Massendemonstration : Spanier protestieren gegen Korruption und Sparmaßnahmen

Spanien kommt nicht zur Ruhe: Wieder sind Zehntausende in 80 Städten auf die Straße gegangen. Viele fordern den Rücktritt von Ministerpräsident Rajoy.

Zehntausende Spanier haben am Samstag gegen die Sparmaßnahmen der konservativen Regierung sowie gegen die Korruptionsaffären in den höchsten Bereichen der Politik protestiert. Kundgebungen fanden in knapp 80 Städten statt. Allein in Madrid marschierten am späten Abend nach Medienschätzungen mehrere zehntausend Menschen zur Hauptveranstaltung am Neptunplatz in der Nähe des Parlaments. Große Demonstrationen gab es auch in Barcelona, Gran Canaria und La Coruna.

Zu dem Protest hatte die Initiative Marea Ciudadana (Bürgerflut) aufgerufen. An den Aktionen beteiligten sich unter anderem Anhänger der Linkspartei Izquierda Unida und Umweltgruppen, Feuerwehrmänner und Minenarbeiter. Auch viele Menschen, die von Zwangsräumung ihrer Wohnung oder Massenentlassungen betroffen waren, nahmen an den Demonstrationen teil. Die Kundgebungen wurden auch von dem sozialistischen Oppositionsführer Alfredo Pérez Rubalcaba unterstützt.
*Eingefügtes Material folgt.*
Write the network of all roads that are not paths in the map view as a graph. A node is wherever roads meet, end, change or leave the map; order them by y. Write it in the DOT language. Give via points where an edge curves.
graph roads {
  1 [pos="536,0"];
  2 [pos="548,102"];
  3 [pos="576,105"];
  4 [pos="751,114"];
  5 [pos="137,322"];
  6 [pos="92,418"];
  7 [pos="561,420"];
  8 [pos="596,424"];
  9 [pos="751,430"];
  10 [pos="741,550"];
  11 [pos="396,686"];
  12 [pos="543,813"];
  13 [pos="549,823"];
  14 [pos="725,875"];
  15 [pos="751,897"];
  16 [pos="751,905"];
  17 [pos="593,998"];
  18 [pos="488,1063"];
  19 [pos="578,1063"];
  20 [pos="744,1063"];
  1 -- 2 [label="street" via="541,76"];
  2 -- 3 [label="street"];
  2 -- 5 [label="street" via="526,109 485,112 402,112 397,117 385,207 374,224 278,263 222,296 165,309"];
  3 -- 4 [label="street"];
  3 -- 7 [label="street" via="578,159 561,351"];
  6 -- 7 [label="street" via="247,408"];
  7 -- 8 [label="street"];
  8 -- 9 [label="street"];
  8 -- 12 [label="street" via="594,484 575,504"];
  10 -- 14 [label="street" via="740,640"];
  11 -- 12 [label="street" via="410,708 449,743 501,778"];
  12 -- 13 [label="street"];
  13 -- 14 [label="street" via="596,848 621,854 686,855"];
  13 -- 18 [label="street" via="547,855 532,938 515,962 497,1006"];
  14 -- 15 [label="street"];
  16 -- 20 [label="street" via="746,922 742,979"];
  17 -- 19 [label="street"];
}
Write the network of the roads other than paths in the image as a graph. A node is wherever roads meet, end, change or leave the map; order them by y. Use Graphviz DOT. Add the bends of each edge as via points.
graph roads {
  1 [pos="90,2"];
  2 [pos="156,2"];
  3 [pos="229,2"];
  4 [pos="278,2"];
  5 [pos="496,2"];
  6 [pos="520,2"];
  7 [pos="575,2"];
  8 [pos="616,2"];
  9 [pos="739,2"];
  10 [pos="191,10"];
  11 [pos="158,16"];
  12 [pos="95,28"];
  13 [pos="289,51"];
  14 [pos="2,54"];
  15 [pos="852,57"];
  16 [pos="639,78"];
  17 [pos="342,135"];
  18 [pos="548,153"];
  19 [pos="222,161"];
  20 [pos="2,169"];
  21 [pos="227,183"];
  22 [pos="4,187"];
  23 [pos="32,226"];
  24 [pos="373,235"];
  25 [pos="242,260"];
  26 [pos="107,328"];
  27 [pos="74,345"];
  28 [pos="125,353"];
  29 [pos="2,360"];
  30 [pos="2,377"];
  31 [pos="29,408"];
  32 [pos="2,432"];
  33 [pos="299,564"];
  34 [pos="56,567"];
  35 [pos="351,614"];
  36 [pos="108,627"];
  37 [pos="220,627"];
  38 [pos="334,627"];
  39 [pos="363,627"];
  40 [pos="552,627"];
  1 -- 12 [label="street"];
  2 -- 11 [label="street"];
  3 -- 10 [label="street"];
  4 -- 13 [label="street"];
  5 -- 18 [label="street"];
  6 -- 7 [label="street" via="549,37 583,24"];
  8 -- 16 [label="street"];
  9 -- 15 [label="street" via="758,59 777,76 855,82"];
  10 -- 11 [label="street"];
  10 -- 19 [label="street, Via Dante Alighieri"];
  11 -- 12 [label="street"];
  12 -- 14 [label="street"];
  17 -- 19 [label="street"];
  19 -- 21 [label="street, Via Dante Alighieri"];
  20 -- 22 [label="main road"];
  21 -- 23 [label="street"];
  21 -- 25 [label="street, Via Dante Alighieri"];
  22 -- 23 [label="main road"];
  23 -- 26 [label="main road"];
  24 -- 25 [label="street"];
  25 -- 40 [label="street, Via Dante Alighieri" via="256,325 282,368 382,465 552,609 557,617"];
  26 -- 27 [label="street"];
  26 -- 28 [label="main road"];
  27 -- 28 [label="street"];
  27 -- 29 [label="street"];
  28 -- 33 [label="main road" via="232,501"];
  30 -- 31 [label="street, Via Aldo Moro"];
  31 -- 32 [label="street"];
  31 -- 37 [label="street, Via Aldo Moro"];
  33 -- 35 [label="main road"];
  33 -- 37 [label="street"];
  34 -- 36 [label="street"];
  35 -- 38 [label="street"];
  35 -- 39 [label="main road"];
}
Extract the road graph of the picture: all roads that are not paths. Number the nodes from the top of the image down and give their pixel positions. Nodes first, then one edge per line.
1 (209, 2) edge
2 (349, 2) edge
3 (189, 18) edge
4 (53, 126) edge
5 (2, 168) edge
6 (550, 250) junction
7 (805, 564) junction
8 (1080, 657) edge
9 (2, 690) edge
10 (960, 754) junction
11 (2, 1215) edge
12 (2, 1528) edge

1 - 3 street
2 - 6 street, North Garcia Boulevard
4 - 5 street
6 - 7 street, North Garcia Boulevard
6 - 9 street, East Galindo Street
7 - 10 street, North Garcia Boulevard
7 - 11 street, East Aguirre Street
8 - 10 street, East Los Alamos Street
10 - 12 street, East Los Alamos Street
Viele Demonstranten forderten den Rücktritt der Regierung von Ministerpräsident Marino Rajoy. Rajoy ist durch die Ende Januar publik gewordenen Vorwürfe jahrelanger Schwarzgeldzahlungen an ihn und andere PP-Spitzenvertreter immer mehr in die Kritik geraten. Einige der Demonstranten trugen Fahndungsbilder von Rajoy oder weiße Briefumschläge, die zum Symbol der geheimen Zahlungen an PP-Mitglieder geworden sind, und skandierten "Deine Umschläge, meine Kürzungen". Auf einigen Postern war zu lesen: "Herr Rajoy, machen Sie es wie der Papst, treten Sie ab!"

Spanische Medien hatten berichtet, dass Firmen, die um Regierungsaufträge buhlten, über einen geheimen Fonds des ehemaligen PP-Schatzmeisters Luis Bárcenas jahrelang Geld an die Parteivertreter gezahlt hatten. Geld, das diese in Briefumschlägen bekommen haben sollen. Mittlerweile ermittelt in dem Fall auch die Staatsanwaltschaft.

"Das Gesundheitswesen ist nicht zu verkaufen"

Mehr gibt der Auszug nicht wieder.